Stored data section start
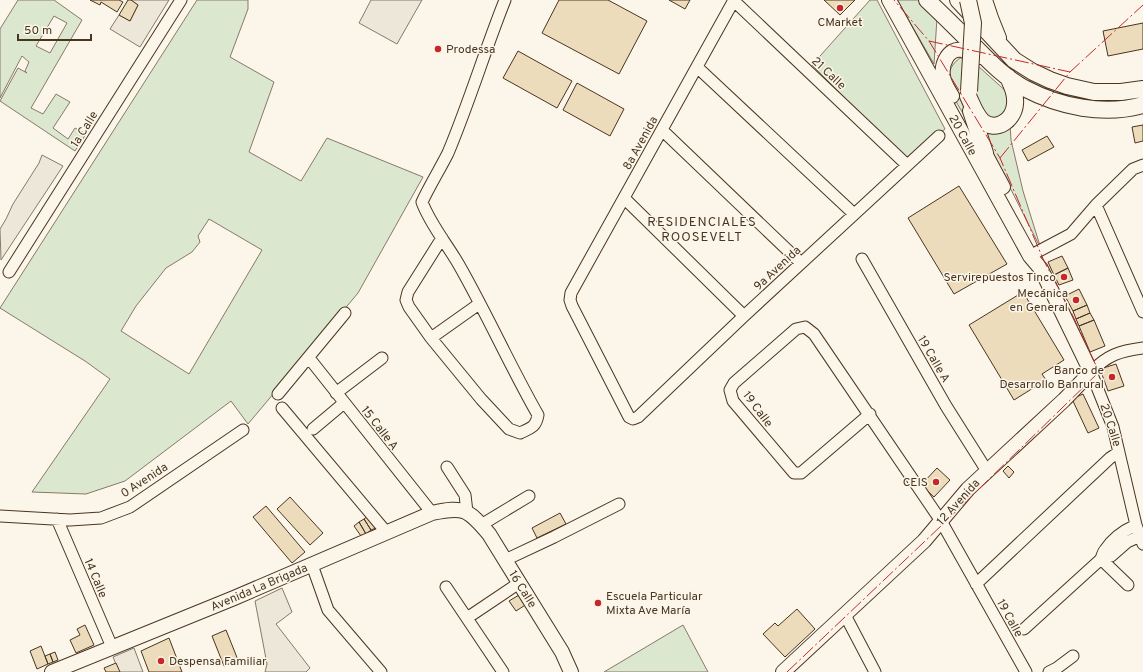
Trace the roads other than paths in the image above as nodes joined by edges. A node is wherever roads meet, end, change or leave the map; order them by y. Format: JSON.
{"nodes":[{"id":1,"x":181,"y":0,"type":"edge"},
{"id":2,"x":505,"y":0,"type":"edge"},
{"id":3,"x":733,"y":0,"type":"edge"},
{"id":4,"x":889,"y":0,"type":"edge"},
{"id":5,"x":927,"y":0,"type":"edge"},
{"id":6,"x":958,"y":0,"type":"edge"},
{"id":7,"x":968,"y":0,"type":"edge"},
{"id":8,"x":984,"y":0,"type":"edge"},
{"id":9,"x":1001,"y":45,"type":"junction"},
{"id":10,"x":988,"y":60,"type":"junction"},
{"id":11,"x":697,"y":67,"type":"junction"},
{"id":12,"x":1008,"y":77,"type":"junction"},
{"id":13,"x":1143,"y":89,"type":"edge"},
{"id":14,"x":969,"y":93,"type":"junction"},
{"id":15,"x":1143,"y":105,"type":"edge"},
{"id":16,"x":662,"y":130,"type":"junction"},
{"id":17,"x":939,"y":136,"type":"dead end"},
{"id":18,"x":985,"y":153,"type":"junction"},
{"id":19,"x":908,"y":165,"type":"junction"},
{"id":20,"x":1143,"y":166,"type":"edge"},
{"id":21,"x":624,"y":198,"type":"junction"},
{"id":22,"x":1096,"y":205,"type":"junction"},
{"id":23,"x":854,"y":214,"type":"junction"},
{"id":24,"x":442,"y":238,"type":"junction"},
{"id":25,"x":1037,"y":252,"type":"junction"},
{"id":26,"x":862,"y":259,"type":"dead end"},
{"id":27,"x":801,"y":263,"type":"junction"},
{"id":28,"x":1041,"y":269,"type":"junction"},
{"id":29,"x":9,"y":272,"type":"dead end"},
{"id":30,"x":479,"y":304,"type":"junction"},
{"id":31,"x":1143,"y":312,"type":"edge"},
{"id":32,"x":345,"y":313,"type":"dead end"},
{"id":33,"x":744,"y":316,"type":"junction"},
{"id":34,"x":431,"y":338,"type":"junction"},
{"id":35,"x":1143,"y":348,"type":"edge"},
{"id":36,"x":309,"y":358,"type":"junction"},
{"id":37,"x":382,"y":358,"type":"dead end"},
{"id":38,"x":1091,"y":372,"type":"junction"},
{"id":39,"x":336,"y":393,"type":"junction"},
{"id":40,"x":278,"y":394,"type":"dead end"},
{"id":41,"x":344,"y":403,"type":"junction"},
{"id":42,"x":282,"y":408,"type":"dead end"},
{"id":43,"x":870,"y":414,"type":"junction"},
{"id":44,"x":633,"y":419,"type":"joint"},
{"id":45,"x":312,"y":429,"type":"dead end"},
{"id":46,"x":243,"y":430,"type":"dead end"},
{"id":47,"x":1120,"y":452,"type":"junction"},
{"id":48,"x":447,"y":467,"type":"dead end"},
{"id":49,"x":987,"y":471,"type":"junction"},
{"id":50,"x":529,"y":496,"type":"dead end"},
{"id":51,"x":619,"y":504,"type":"dead end"},
{"id":52,"x":467,"y":512,"type":"junction"},
{"id":53,"x":432,"y":513,"type":"junction"},
{"id":54,"x":0,"y":516,"type":"edge"},
{"id":55,"x":56,"y":519,"type":"junction"},
{"id":56,"x":941,"y":521,"type":"junction"},
{"id":57,"x":482,"y":525,"type":"junction"},
{"id":58,"x":1136,"y":525,"type":"junction"},
{"id":59,"x":387,"y":533,"type":"junction"},
{"id":60,"x":1142,"y":540,"type":"edge"},
{"id":61,"x":1101,"y":559,"type":"junction"},
{"id":62,"x":505,"y":560,"type":"junction"},
{"id":63,"x":312,"y":565,"type":"junction"},
{"id":64,"x":519,"y":583,"type":"junction"},
{"id":65,"x":976,"y":584,"type":"junction"},
{"id":66,"x":1128,"y":585,"type":"dead end"},
{"id":67,"x":446,"y":586,"type":"dead end"},
{"id":68,"x":845,"y":615,"type":"junction"},
{"id":69,"x":467,"y":618,"type":"junction"},
{"id":70,"x":1024,"y":629,"type":"dead end"},
{"id":71,"x":112,"y":647,"type":"junction"},
{"id":72,"x":1073,"y":656,"type":"dead end"},
{"id":73,"x":567,"y":670,"type":"edge"},
{"id":74,"x":52,"y":672,"type":"edge"},
{"id":75,"x":381,"y":672,"type":"edge"},
{"id":76,"x":503,"y":672,"type":"edge"},
{"id":77,"x":783,"y":672,"type":"edge"},
{"id":78,"x":875,"y":672,"type":"edge"},
{"id":79,"x":1026,"y":672,"type":"edge"},
{"id":80,"x":1049,"y":672,"type":"edge"}],
"edges":[{"from":1,"to":29,"type":"street","name":"1a Calle"},
{"from":2,"to":24,"type":"street"},
{"from":3,"to":11,"type":"street","name":"8a Avenida"},
{"from":3,"to":19,"type":"street","name":"21 Calle"},
{"from":4,"to":28,"type":"main road","name":"20 Calle"},
{"from":5,"to":10,"type":"highway"},
{"from":6,"to":9,"type":"highway"},
{"from":7,"to":14,"type":"highway","bridge":true},
{"from":8,"to":9,"type":"highway"},
{"from":9,"to":13,"type":"highway"},
{"from":10,"to":12,"type":"highway"},
{"from":10,"to":18,"type":"main road","name":"20 Calle"},
{"from":11,"to":16,"type":"street","name":"8a Avenida"},
{"from":11,"to":23,"type":"street"},
{"from":12,"to":14,"type":"highway"},
{"from":12,"to":15,"type":"highway"},
{"from":14,"to":18,"type":"highway"},
{"from":16,"to":21,"type":"street","name":"8a Avenida"},
{"from":16,"to":27,"type":"street"},
{"from":17,"to":19,"type":"street","name":"9a Avenida"},
{"from":18,"to":25,"type":"main road","name":"20 Calle"},
{"from":19,"to":23,"type":"street","name":"9a Avenida"},
{"from":20,"to":22,"type":"street"},
{"from":21,"to":33,"type":"street"},
{"from":21,"to":44,"type":"street","name":"8a Avenida"},
{"from":22,"to":25,"type":"street"},
{"from":22,"to":31,"type":"street"},
{"from":23,"to":27,"type":"street","name":"9a Avenida"},
{"from":24,"to":30,"type":"street"},
{"from":24,"to":34,"type":"street"},
{"from":25,"to":28,"type":"main road","name":"20 Calle"},
{"from":26,"to":49,"type":"street","name":"19 Calle A"},
{"from":27,"to":33,"type":"street","name":"9a Avenida"},
{"from":28,"to":38,"type":"main road","name":"20 Calle"},
{"from":30,"to":34,"type":"street"},
{"from":30,"to":34,"type":"street"},
{"from":32,"to":36,"type":"street"},
{"from":33,"to":44,"type":"street","name":"9a Avenida"},
{"from":35,"to":38,"type":"street","name":"12 Avenida"},
{"from":36,"to":39,"type":"street","name":"15 Calle A"},
{"from":36,"to":40,"type":"street"},
{"from":37,"to":39,"type":"street"},
{"from":38,"to":47,"type":"street","name":"20 Calle"},
{"from":38,"to":49,"type":"main road","name":"12 Avenida"},
{"from":39,"to":41,"type":"street","name":"15 Calle A"},
{"from":41,"to":45,"type":"street"},
{"from":41,"to":53,"type":"street","name":"15 Calle A"},
{"from":42,"to":59,"type":"street"},
{"from":43,"to":43,"type":"street","name":"19 Calle"},
{"from":43,"to":56,"type":"street","name":"19 Calle"},
{"from":46,"to":55,"type":"street","name":"0 Avenida"},
{"from":47,"to":58,"type":"street","name":"20 Calle"},
{"from":47,"to":65,"type":"street"},
{"from":48,"to":52,"type":"street"},
{"from":49,"to":56,"type":"main road","name":"12 Avenida"},
{"from":50,"to":57,"type":"street"},
{"from":51,"to":62,"type":"street"},
{"from":52,"to":53,"type":"main road","name":"Avenida La Brigada"},
{"from":52,"to":57,"type":"main road","name":"16 Calle"},
{"from":53,"to":59,"type":"main road","name":"Avenida La Brigada"},
{"from":54,"to":55,"type":"street","name":"0 Avenida"},
{"from":55,"to":71,"type":"street","name":"14 Calle"},
{"from":56,"to":65,"type":"street","name":"19 Calle"},
{"from":56,"to":68,"type":"main road","name":"12 Avenida"},
{"from":57,"to":62,"type":"main road","name":"16 Calle"},
{"from":58,"to":60,"type":"street","name":"20 Calle"},
{"from":58,"to":61,"type":"street"},
{"from":59,"to":63,"type":"main road","name":"Avenida La Brigada"},
{"from":60,"to":61,"type":"street"},
{"from":61,"to":66,"type":"street"},
{"from":61,"to":70,"type":"street"},
{"from":62,"to":64,"type":"main road","name":"16 Calle"},
{"from":63,"to":71,"type":"main road","name":"Avenida La Brigada"},
{"from":63,"to":75,"type":"street"},
{"from":64,"to":69,"type":"street"},
{"from":64,"to":73,"type":"main road","name":"16 Calle"},
{"from":65,"to":79,"type":"street","name":"19 Calle"},
{"from":67,"to":69,"type":"street"},
{"from":68,"to":77,"type":"main road","name":"12 Avenida"},
{"from":68,"to":78,"type":"street"},
{"from":69,"to":76,"type":"street"},
{"from":71,"to":74,"type":"main road","name":"Avenida La Brigada"},
{"from":72,"to":80,"type":"street"}]}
Stored data section end
### Exercise details
The expected output is one number, the tally of lines above containing "highway".

### Final answer
9